[Entries shown]

____

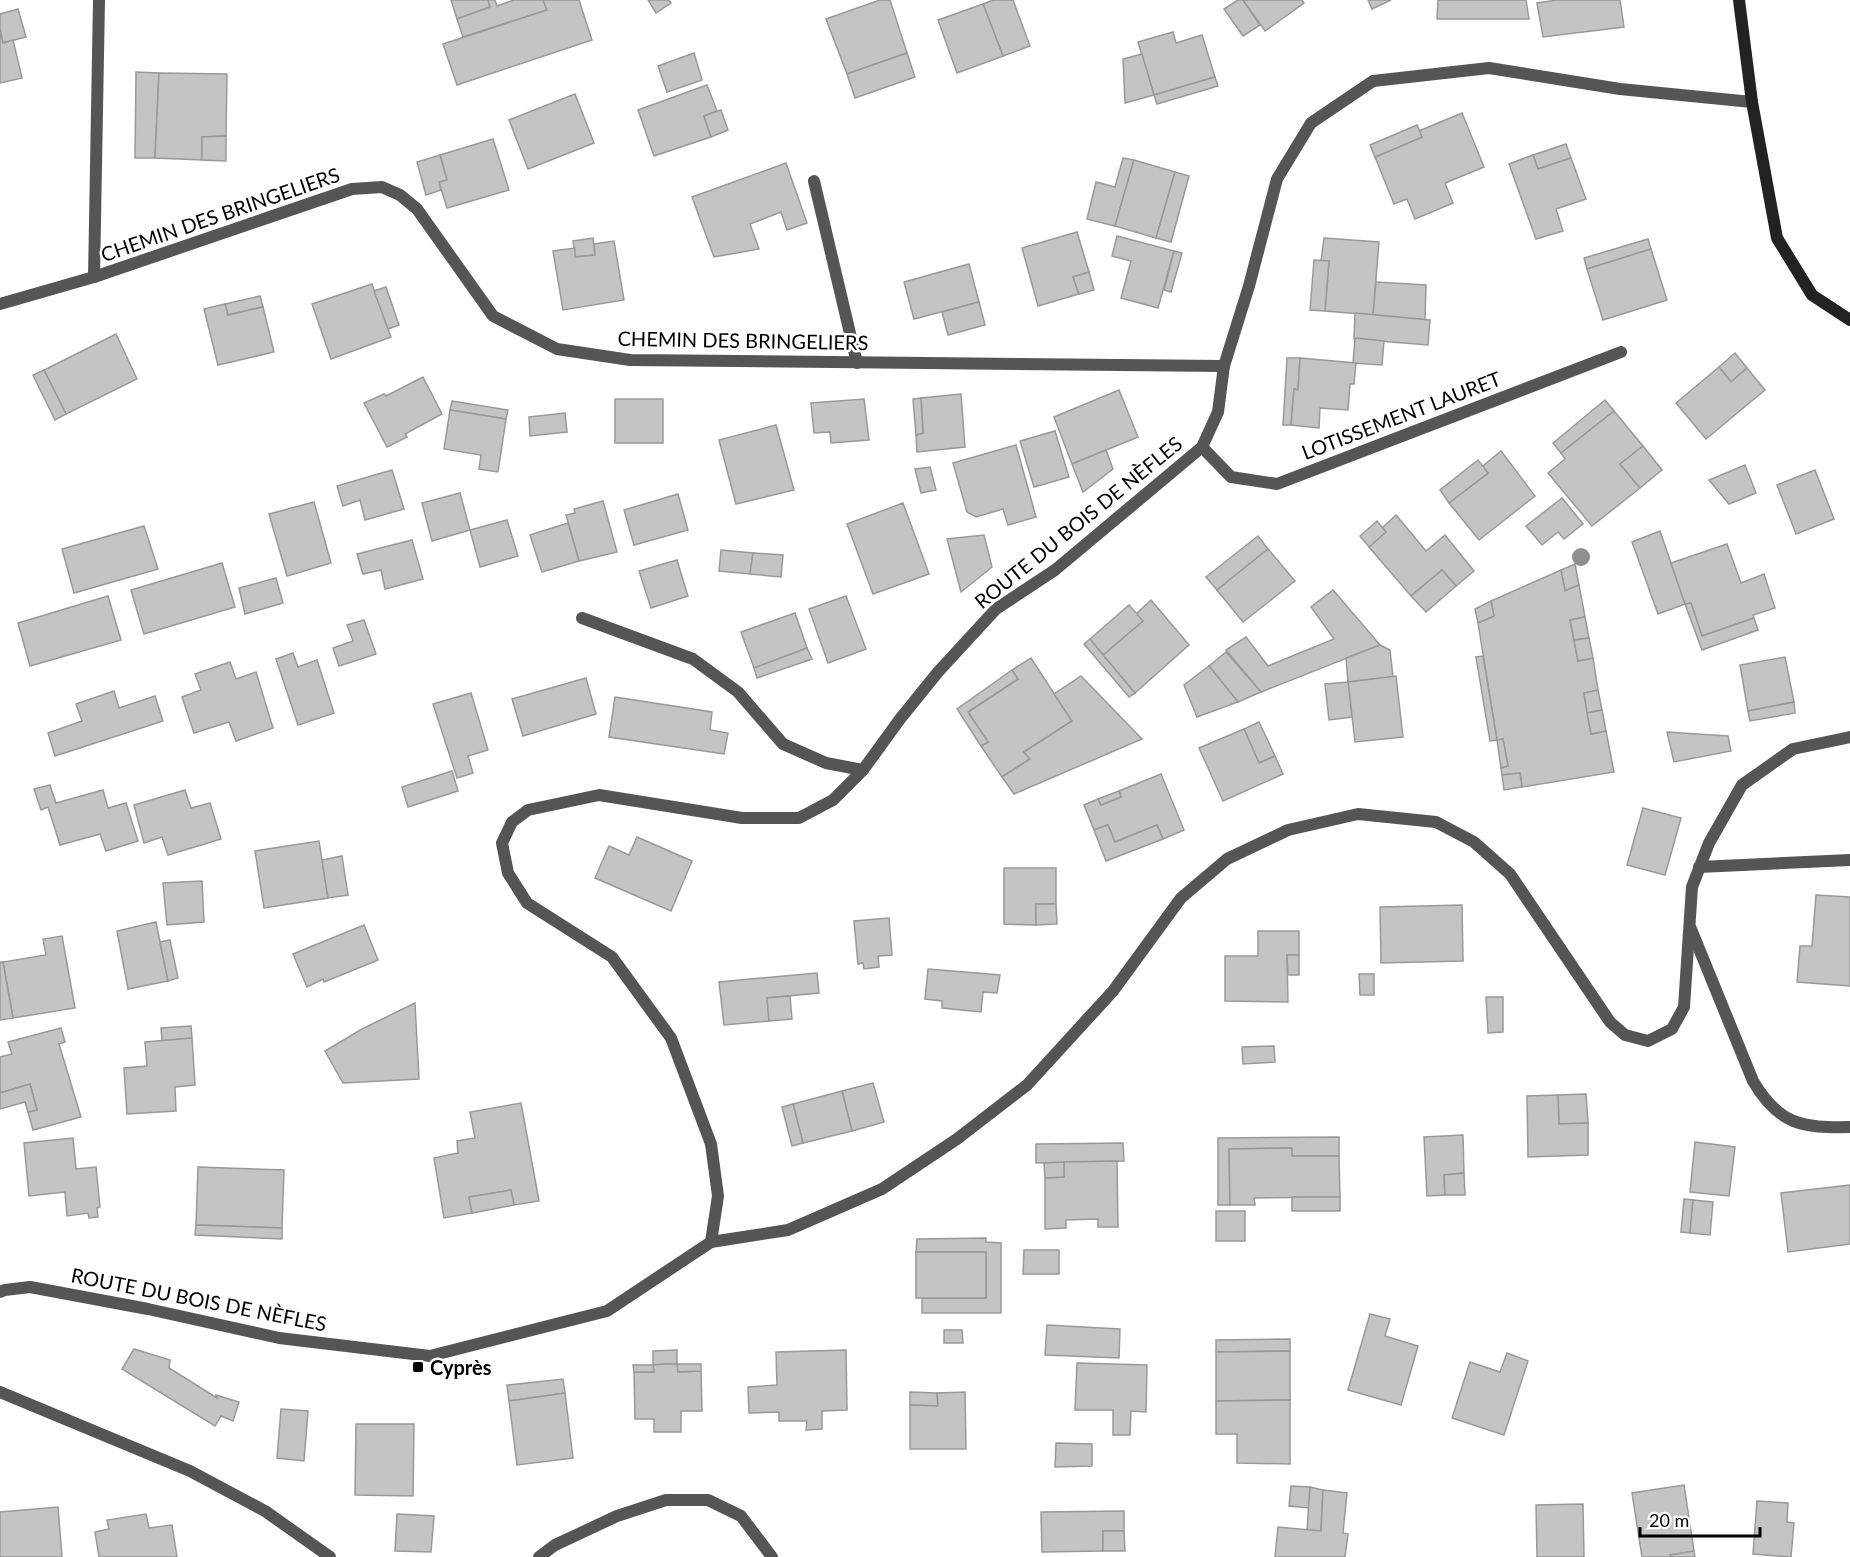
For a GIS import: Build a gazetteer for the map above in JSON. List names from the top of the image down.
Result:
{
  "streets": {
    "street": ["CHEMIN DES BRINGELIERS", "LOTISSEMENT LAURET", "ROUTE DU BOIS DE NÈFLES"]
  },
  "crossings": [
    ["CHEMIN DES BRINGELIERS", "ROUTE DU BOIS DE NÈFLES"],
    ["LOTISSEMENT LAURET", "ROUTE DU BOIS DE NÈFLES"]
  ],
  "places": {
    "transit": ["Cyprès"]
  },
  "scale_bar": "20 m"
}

____

Only the pictures are dropped when you print the material; everything else is copied exactly.

For a GIS import: Build a gazetteer for the map above in JSON. List names from the top of the image down.
Result:
{
  "streets": {
    "street": ["CHEMIN DES BRINGELIERS", "LOTISSEMENT LAURET", "ROUTE DU BOIS DE NÈFLES"]
  },
  "crossings": [
    ["CHEMIN DES BRINGELIERS", "ROUTE DU BOIS DE NÈFLES"],
    ["LOTISSEMENT LAURET", "ROUTE DU BOIS DE NÈFLES"]
  ],
  "places": {
    "transit": ["Cyprès"]
  },
  "scale_bar": "20 m"
}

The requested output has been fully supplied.